Marie passa une main sur ses seins, son ventre.

—J'ai peur, Thomas... à en mourir. Mais en même temps, je me sens pleine d'exaltation. Comment vais-je vivre, maintenant?

Il soupira.

—En errante... En espérant en des jours qui ne viendront jamais... En quelque impossible miracle qui referait de toi une mortelle comme les autres.

Elle se mordit les lèvres.

—Tu es cruel, Thomas. Ne me torture pas. Laissemoi un peu savourer le bonheur que tu m'as donné.

—Je te demande pardon. Tu accèdes à une vie qui pour moi va s'achever, et je t'aime. Je suis fou de douleur de devoir te perdre. Ça me rend méchant.

Elle se dressa d'un bond, ramassa son jean et sa chemise, les enfila à même la peau, dédaignant slip et soutien-gorge.

—Ça ne se passera pas comme ça, déclara-t-elle d'une voix tranchante qui la surprit elle-même. Je n'accepte pas les règles de ce jeu. Je ne sais pas si je vivrai six cents ans, mais ce que je sais, c'est que je ne veux pas te perdre. Et je ne veux pas devenir l'ennemie de Jeanne. Je ne l'abandonnerai pas à ton double! Et toi, je t'aime ! Je te garderai! (Elle s'animait.) J'ignore ce que je vais faire, mais je me débarrasserai de ce salaud !

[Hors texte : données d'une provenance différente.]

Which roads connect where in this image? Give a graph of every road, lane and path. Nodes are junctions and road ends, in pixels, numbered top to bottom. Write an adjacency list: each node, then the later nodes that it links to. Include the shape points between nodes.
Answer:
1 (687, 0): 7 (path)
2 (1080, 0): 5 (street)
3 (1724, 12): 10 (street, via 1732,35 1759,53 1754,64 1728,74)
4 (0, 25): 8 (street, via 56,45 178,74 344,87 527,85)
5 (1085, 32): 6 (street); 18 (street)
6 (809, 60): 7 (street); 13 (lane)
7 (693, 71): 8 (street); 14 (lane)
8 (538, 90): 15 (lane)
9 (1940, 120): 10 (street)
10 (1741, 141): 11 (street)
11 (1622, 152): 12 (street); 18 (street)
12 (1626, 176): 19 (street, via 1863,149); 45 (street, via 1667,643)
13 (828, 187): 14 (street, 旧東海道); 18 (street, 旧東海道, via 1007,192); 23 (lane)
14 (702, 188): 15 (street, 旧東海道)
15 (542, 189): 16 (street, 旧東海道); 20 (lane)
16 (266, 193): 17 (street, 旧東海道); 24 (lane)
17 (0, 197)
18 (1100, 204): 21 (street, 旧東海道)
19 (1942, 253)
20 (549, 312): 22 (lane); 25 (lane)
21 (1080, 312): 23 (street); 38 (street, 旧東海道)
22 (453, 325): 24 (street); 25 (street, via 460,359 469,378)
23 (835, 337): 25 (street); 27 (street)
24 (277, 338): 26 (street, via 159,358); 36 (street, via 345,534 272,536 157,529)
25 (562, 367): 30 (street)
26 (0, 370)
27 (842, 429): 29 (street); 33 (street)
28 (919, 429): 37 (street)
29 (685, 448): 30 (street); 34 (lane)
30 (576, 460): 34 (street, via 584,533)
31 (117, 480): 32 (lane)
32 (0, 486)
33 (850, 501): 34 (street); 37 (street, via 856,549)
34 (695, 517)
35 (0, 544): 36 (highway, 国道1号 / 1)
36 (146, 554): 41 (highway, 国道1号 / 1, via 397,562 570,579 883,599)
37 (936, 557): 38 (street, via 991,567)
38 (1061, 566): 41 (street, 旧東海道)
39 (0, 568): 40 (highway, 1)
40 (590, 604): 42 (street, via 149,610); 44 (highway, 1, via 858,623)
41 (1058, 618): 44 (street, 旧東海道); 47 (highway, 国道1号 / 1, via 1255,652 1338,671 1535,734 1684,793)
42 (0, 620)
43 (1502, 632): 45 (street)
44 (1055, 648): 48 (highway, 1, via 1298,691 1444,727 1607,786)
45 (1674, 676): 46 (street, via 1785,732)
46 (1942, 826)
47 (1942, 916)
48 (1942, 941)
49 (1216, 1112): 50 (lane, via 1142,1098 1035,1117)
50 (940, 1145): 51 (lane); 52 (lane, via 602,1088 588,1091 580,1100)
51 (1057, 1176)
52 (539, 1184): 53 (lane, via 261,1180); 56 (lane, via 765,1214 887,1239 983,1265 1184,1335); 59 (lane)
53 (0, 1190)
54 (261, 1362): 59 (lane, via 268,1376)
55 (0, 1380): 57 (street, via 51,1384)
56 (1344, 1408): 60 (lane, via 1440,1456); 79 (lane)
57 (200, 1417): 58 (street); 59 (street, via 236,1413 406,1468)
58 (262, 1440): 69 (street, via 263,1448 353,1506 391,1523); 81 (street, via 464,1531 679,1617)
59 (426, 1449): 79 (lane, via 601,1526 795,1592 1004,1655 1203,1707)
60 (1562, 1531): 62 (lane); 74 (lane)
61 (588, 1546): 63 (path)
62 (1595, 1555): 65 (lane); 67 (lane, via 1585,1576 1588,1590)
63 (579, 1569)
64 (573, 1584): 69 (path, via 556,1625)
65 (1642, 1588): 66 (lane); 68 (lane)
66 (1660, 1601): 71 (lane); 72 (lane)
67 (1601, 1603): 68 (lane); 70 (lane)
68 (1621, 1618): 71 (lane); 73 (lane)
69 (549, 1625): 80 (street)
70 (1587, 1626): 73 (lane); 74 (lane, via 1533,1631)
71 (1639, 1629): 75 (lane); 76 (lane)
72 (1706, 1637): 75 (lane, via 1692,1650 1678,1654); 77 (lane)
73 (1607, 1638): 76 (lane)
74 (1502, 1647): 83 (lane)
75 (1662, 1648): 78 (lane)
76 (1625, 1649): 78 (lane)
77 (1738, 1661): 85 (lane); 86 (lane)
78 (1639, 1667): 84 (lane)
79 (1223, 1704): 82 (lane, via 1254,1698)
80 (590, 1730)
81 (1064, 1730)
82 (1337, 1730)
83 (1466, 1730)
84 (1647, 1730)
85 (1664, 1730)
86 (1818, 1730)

Fais-moi confiance, mon chéri, j'y arriverai !

Il avait posé son fusain. Elle s'approcha de lui, se haussa sur la pointe des pieds et l'embrassa.

—Tu ne me connais pas encore, Thomas. Et ton double non plus !

Il la raccompagna jusqu'à la 41,. Quand elle fut installée au volant il retint la portière à l'instant où elle allait la refermer.

—Sois prudente, dit-il. Je t'aime.

Elle le regarda.

—Thomas, jamais je n'aurais pensé que je vivrais ce que j'ai vécu cet après-midi dans tes bras. Jamais je n'aurais pensé qu'on puisse éprouver un tel bonheur.

Moi aussi, je t'aime... Bien plus que tu n'imagines.

—Marie...

—Cela me rend forte. Beaucoup plus forte que je ne croyais l'être. A bientôt !

Elle démarra sèchement, sortit de la propriété, prit la route de Roche-Lalheue.

Thomas avait raison. Elle n'était plus la même femme.